Dataset entries
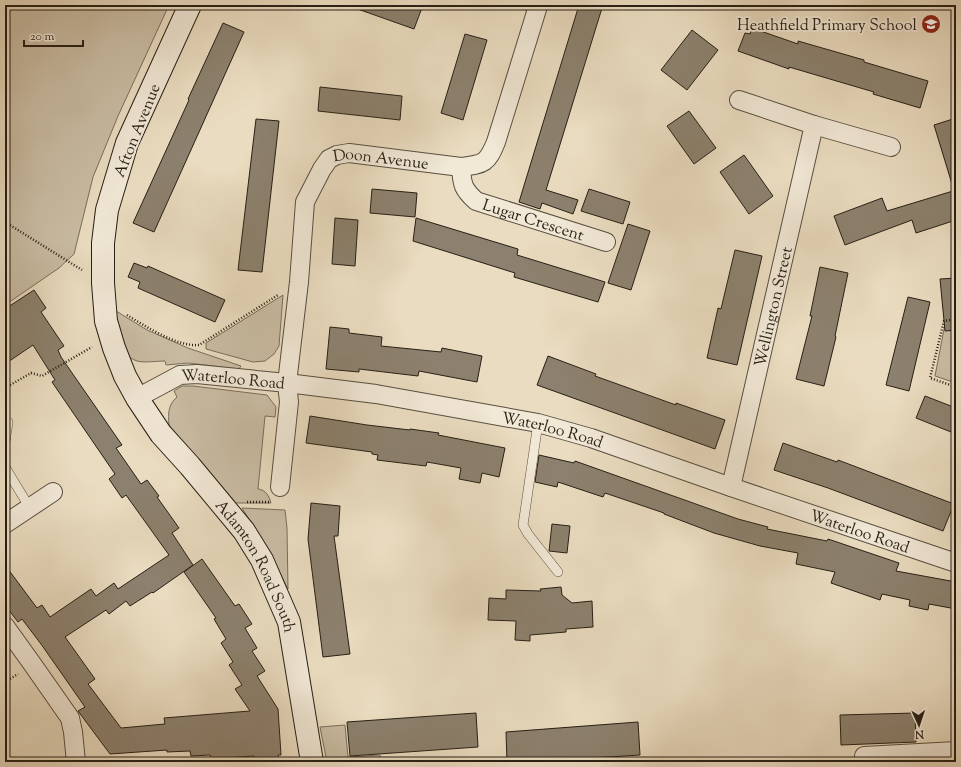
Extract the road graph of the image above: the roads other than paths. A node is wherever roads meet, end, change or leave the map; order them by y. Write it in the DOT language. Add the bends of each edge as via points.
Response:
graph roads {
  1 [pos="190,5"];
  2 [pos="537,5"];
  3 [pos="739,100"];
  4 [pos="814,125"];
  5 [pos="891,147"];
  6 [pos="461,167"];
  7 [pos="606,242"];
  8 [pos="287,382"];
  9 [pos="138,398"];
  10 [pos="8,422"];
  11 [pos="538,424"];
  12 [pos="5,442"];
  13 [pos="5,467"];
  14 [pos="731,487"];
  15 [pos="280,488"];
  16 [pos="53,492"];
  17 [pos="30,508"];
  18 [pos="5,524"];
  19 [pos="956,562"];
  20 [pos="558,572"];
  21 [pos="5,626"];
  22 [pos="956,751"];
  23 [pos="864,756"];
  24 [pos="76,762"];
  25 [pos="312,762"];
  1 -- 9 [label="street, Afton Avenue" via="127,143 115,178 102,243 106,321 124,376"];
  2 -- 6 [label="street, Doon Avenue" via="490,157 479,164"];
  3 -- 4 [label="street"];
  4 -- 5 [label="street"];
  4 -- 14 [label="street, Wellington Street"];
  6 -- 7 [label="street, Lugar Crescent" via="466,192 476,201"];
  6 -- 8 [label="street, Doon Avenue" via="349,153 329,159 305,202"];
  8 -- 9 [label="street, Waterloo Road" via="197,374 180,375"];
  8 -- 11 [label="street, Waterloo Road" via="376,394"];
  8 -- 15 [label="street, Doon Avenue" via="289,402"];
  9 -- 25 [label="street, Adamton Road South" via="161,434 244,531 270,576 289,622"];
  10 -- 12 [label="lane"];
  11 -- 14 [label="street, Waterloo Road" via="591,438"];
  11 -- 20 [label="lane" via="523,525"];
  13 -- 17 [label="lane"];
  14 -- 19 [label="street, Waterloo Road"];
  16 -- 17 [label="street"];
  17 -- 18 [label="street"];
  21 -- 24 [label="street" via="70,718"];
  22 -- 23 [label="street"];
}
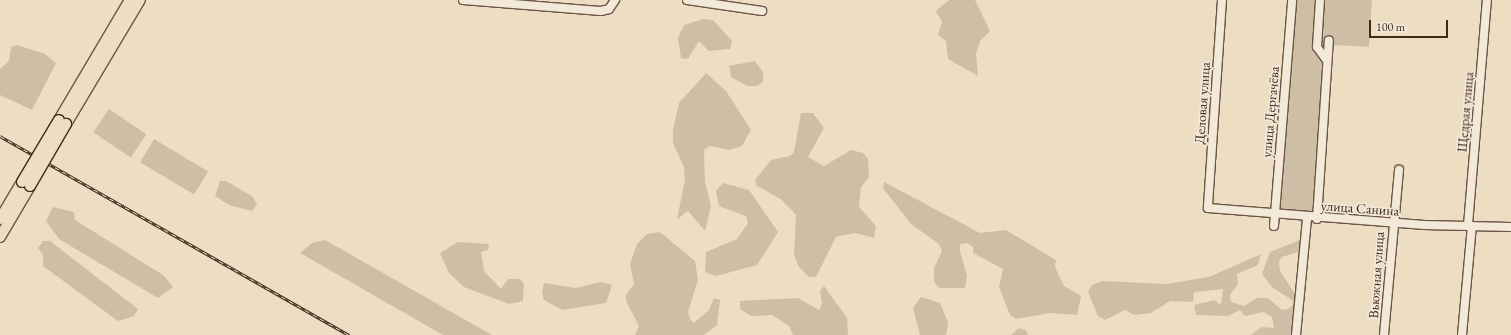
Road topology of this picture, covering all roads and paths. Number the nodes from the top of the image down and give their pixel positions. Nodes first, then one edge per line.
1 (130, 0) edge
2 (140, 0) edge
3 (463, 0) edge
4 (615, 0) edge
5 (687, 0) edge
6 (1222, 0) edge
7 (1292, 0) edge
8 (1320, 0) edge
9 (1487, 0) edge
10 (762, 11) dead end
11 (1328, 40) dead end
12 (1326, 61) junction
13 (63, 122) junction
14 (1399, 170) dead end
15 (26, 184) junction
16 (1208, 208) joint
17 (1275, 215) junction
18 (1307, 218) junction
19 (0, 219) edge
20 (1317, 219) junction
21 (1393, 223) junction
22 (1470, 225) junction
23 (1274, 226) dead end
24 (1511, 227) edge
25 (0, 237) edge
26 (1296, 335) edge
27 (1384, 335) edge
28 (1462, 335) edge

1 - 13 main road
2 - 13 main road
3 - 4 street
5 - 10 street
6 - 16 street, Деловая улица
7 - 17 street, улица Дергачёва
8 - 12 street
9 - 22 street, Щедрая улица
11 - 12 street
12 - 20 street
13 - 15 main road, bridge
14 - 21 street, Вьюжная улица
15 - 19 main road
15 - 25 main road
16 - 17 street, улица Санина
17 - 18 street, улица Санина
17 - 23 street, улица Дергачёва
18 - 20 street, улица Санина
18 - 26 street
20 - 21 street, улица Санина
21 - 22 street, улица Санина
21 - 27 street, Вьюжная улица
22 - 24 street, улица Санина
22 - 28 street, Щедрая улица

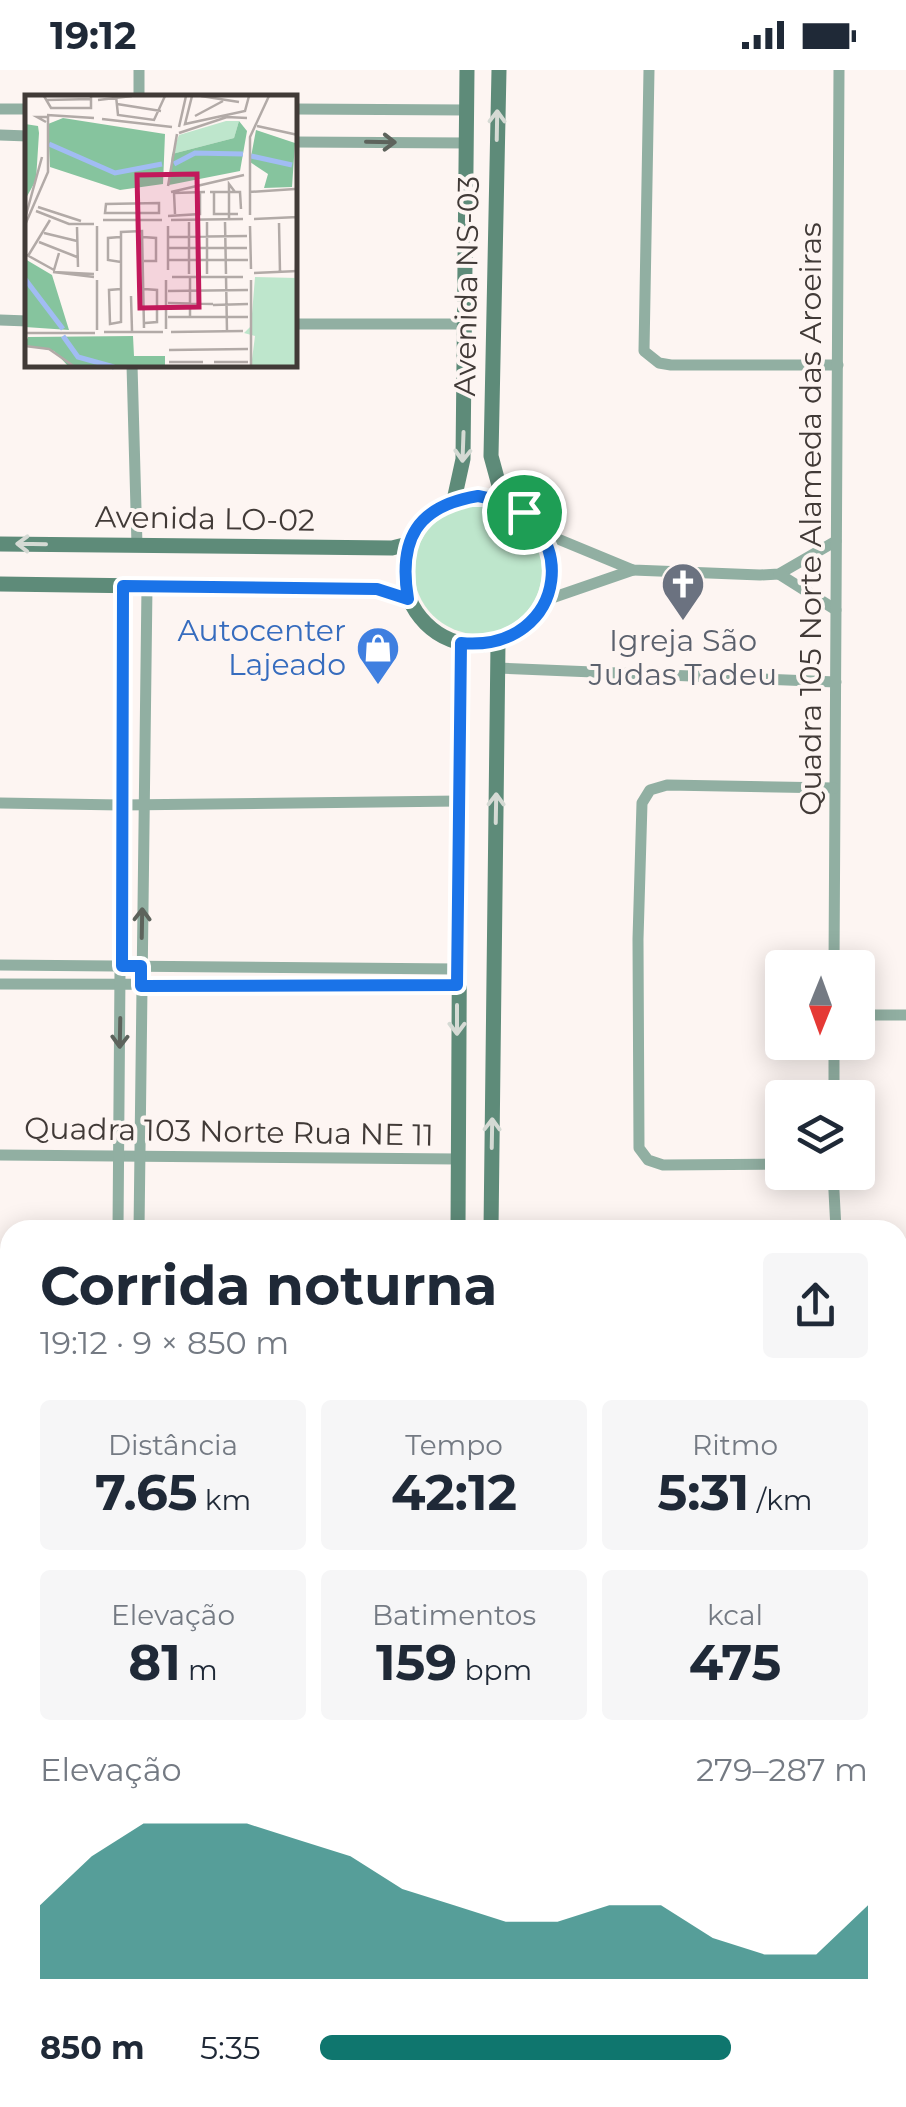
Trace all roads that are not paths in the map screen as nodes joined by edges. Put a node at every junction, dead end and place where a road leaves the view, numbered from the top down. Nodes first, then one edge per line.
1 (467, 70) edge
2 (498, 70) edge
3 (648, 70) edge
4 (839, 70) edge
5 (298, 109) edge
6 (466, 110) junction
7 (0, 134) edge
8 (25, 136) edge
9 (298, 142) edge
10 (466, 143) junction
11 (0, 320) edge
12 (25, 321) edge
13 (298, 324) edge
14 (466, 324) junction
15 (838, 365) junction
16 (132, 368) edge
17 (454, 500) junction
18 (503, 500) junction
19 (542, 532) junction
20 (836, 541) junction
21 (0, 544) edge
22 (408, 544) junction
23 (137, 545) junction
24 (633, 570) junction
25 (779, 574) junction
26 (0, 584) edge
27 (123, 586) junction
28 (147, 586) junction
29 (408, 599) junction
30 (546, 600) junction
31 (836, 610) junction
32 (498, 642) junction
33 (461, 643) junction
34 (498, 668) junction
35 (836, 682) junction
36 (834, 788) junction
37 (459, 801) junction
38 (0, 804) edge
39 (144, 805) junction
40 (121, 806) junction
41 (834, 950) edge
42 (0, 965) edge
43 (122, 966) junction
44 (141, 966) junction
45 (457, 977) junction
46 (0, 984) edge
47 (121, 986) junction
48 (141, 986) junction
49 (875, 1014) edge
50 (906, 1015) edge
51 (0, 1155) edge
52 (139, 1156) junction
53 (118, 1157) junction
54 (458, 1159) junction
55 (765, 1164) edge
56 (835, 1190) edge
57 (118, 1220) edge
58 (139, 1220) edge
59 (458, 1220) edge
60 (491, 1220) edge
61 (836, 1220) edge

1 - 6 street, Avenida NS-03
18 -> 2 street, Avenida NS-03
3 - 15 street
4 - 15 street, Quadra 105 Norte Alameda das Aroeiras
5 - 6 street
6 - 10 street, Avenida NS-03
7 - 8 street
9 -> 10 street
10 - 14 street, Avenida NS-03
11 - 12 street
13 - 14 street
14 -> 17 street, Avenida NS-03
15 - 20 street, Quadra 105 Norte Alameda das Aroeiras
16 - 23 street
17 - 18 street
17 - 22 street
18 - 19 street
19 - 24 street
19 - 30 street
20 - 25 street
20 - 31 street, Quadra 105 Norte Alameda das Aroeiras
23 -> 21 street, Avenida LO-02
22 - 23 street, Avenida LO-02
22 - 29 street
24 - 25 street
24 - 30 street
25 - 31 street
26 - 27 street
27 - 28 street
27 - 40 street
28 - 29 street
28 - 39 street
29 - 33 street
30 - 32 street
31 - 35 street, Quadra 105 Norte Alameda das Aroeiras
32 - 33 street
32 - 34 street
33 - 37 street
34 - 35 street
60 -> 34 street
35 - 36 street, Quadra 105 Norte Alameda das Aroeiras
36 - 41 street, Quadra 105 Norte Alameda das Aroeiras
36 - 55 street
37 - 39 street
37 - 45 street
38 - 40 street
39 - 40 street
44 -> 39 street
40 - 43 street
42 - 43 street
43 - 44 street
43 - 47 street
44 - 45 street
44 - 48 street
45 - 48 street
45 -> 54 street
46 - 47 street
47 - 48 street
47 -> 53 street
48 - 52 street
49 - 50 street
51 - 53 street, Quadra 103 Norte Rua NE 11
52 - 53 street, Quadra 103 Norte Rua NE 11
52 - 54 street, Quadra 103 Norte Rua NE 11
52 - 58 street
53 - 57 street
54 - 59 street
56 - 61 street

=== THE PROBLEM ===
Quote every record above exactly, leaving out any pictures.

=== OUTPUT ===
Extract the road graph of the image above: the roads other than paths. A node is wherever roads meet, end, change or leave the map; order them by y. Write it in the DOT language. Add the bends of each edge as via points.
Response:
graph roads {
  1 [pos="190,5"];
  2 [pos="537,5"];
  3 [pos="739,100"];
  4 [pos="814,125"];
  5 [pos="891,147"];
  6 [pos="461,167"];
  7 [pos="606,242"];
  8 [pos="287,382"];
  9 [pos="138,398"];
  10 [pos="8,422"];
  11 [pos="538,424"];
  12 [pos="5,442"];
  13 [pos="5,467"];
  14 [pos="731,487"];
  15 [pos="280,488"];
  16 [pos="53,492"];
  17 [pos="30,508"];
  18 [pos="5,524"];
  19 [pos="956,562"];
  20 [pos="558,572"];
  21 [pos="5,626"];
  22 [pos="956,751"];
  23 [pos="864,756"];
  24 [pos="76,762"];
  25 [pos="312,762"];
  1 -- 9 [label="street, Afton Avenue" via="127,143 115,178 102,243 106,321 124,376"];
  2 -- 6 [label="street, Doon Avenue" via="490,157 479,164"];
  3 -- 4 [label="street"];
  4 -- 5 [label="street"];
  4 -- 14 [label="street, Wellington Street"];
  6 -- 7 [label="street, Lugar Crescent" via="466,192 476,201"];
  6 -- 8 [label="street, Doon Avenue" via="349,153 329,159 305,202"];
  8 -- 9 [label="street, Waterloo Road" via="197,374 180,375"];
  8 -- 11 [label="street, Waterloo Road" via="376,394"];
  8 -- 15 [label="street, Doon Avenue" via="289,402"];
  9 -- 25 [label="street, Adamton Road South" via="161,434 244,531 270,576 289,622"];
  10 -- 12 [label="lane"];
  11 -- 14 [label="street, Waterloo Road" via="591,438"];
  11 -- 20 [label="lane" via="523,525"];
  13 -- 17 [label="lane"];
  14 -- 19 [label="street, Waterloo Road"];
  16 -- 17 [label="street"];
  17 -- 18 [label="street"];
  21 -- 24 [label="street" via="70,718"];
  22 -- 23 [label="street"];
}
Road topology of this picture, covering all roads and paths. Number the nodes from the top of the image down and give their pixel positions. Nodes first, then one edge per line.
1 (130, 0) edge
2 (140, 0) edge
3 (463, 0) edge
4 (615, 0) edge
5 (687, 0) edge
6 (1222, 0) edge
7 (1292, 0) edge
8 (1320, 0) edge
9 (1487, 0) edge
10 (762, 11) dead end
11 (1328, 40) dead end
12 (1326, 61) junction
13 (63, 122) junction
14 (1399, 170) dead end
15 (26, 184) junction
16 (1208, 208) joint
17 (1275, 215) junction
18 (1307, 218) junction
19 (0, 219) edge
20 (1317, 219) junction
21 (1393, 223) junction
22 (1470, 225) junction
23 (1274, 226) dead end
24 (1511, 227) edge
25 (0, 237) edge
26 (1296, 335) edge
27 (1384, 335) edge
28 (1462, 335) edge

1 - 13 main road
2 - 13 main road
3 - 4 street
5 - 10 street
6 - 16 street, Деловая улица
7 - 17 street, улица Дергачёва
8 - 12 street
9 - 22 street, Щедрая улица
11 - 12 street
12 - 20 street
13 - 15 main road, bridge
14 - 21 street, Вьюжная улица
15 - 19 main road
15 - 25 main road
16 - 17 street, улица Санина
17 - 18 street, улица Санина
17 - 23 street, улица Дергачёва
18 - 20 street, улица Санина
18 - 26 street
20 - 21 street, улица Санина
21 - 22 street, улица Санина
21 - 27 street, Вьюжная улица
22 - 24 street, улица Санина
22 - 28 street, Щедрая улица

Trace all roads that are not paths in the map screen as nodes joined by edges. Put a node at every junction, dead end and place where a road leaves the view, numbered from the top down. Nodes first, then one edge per line.
1 (467, 70) edge
2 (498, 70) edge
3 (648, 70) edge
4 (839, 70) edge
5 (298, 109) edge
6 (466, 110) junction
7 (0, 134) edge
8 (25, 136) edge
9 (298, 142) edge
10 (466, 143) junction
11 (0, 320) edge
12 (25, 321) edge
13 (298, 324) edge
14 (466, 324) junction
15 (838, 365) junction
16 (132, 368) edge
17 (454, 500) junction
18 (503, 500) junction
19 (542, 532) junction
20 (836, 541) junction
21 (0, 544) edge
22 (408, 544) junction
23 (137, 545) junction
24 (633, 570) junction
25 (779, 574) junction
26 (0, 584) edge
27 (123, 586) junction
28 (147, 586) junction
29 (408, 599) junction
30 (546, 600) junction
31 (836, 610) junction
32 (498, 642) junction
33 (461, 643) junction
34 (498, 668) junction
35 (836, 682) junction
36 (834, 788) junction
37 (459, 801) junction
38 (0, 804) edge
39 (144, 805) junction
40 (121, 806) junction
41 (834, 950) edge
42 (0, 965) edge
43 (122, 966) junction
44 (141, 966) junction
45 (457, 977) junction
46 (0, 984) edge
47 (121, 986) junction
48 (141, 986) junction
49 (875, 1014) edge
50 (906, 1015) edge
51 (0, 1155) edge
52 (139, 1156) junction
53 (118, 1157) junction
54 (458, 1159) junction
55 (765, 1164) edge
56 (835, 1190) edge
57 (118, 1220) edge
58 (139, 1220) edge
59 (458, 1220) edge
60 (491, 1220) edge
61 (836, 1220) edge

1 - 6 street, Avenida NS-03
18 -> 2 street, Avenida NS-03
3 - 15 street
4 - 15 street, Quadra 105 Norte Alameda das Aroeiras
5 - 6 street
6 - 10 street, Avenida NS-03
7 - 8 street
9 -> 10 street
10 - 14 street, Avenida NS-03
11 - 12 street
13 - 14 street
14 -> 17 street, Avenida NS-03
15 - 20 street, Quadra 105 Norte Alameda das Aroeiras
16 - 23 street
17 - 18 street
17 - 22 street
18 - 19 street
19 - 24 street
19 - 30 street
20 - 25 street
20 - 31 street, Quadra 105 Norte Alameda das Aroeiras
23 -> 21 street, Avenida LO-02
22 - 23 street, Avenida LO-02
22 - 29 street
24 - 25 street
24 - 30 street
25 - 31 street
26 - 27 street
27 - 28 street
27 - 40 street
28 - 29 street
28 - 39 street
29 - 33 street
30 - 32 street
31 - 35 street, Quadra 105 Norte Alameda das Aroeiras
32 - 33 street
32 - 34 street
33 - 37 street
34 - 35 street
60 -> 34 street
35 - 36 street, Quadra 105 Norte Alameda das Aroeiras
36 - 41 street, Quadra 105 Norte Alameda das Aroeiras
36 - 55 street
37 - 39 street
37 - 45 street
38 - 40 street
39 - 40 street
44 -> 39 street
40 - 43 street
42 - 43 street
43 - 44 street
43 - 47 street
44 - 45 street
44 - 48 street
45 - 48 street
45 -> 54 street
46 - 47 street
47 - 48 street
47 -> 53 street
48 - 52 street
49 - 50 street
51 - 53 street, Quadra 103 Norte Rua NE 11
52 - 53 street, Quadra 103 Norte Rua NE 11
52 - 54 street, Quadra 103 Norte Rua NE 11
52 - 58 street
53 - 57 street
54 - 59 street
56 - 61 street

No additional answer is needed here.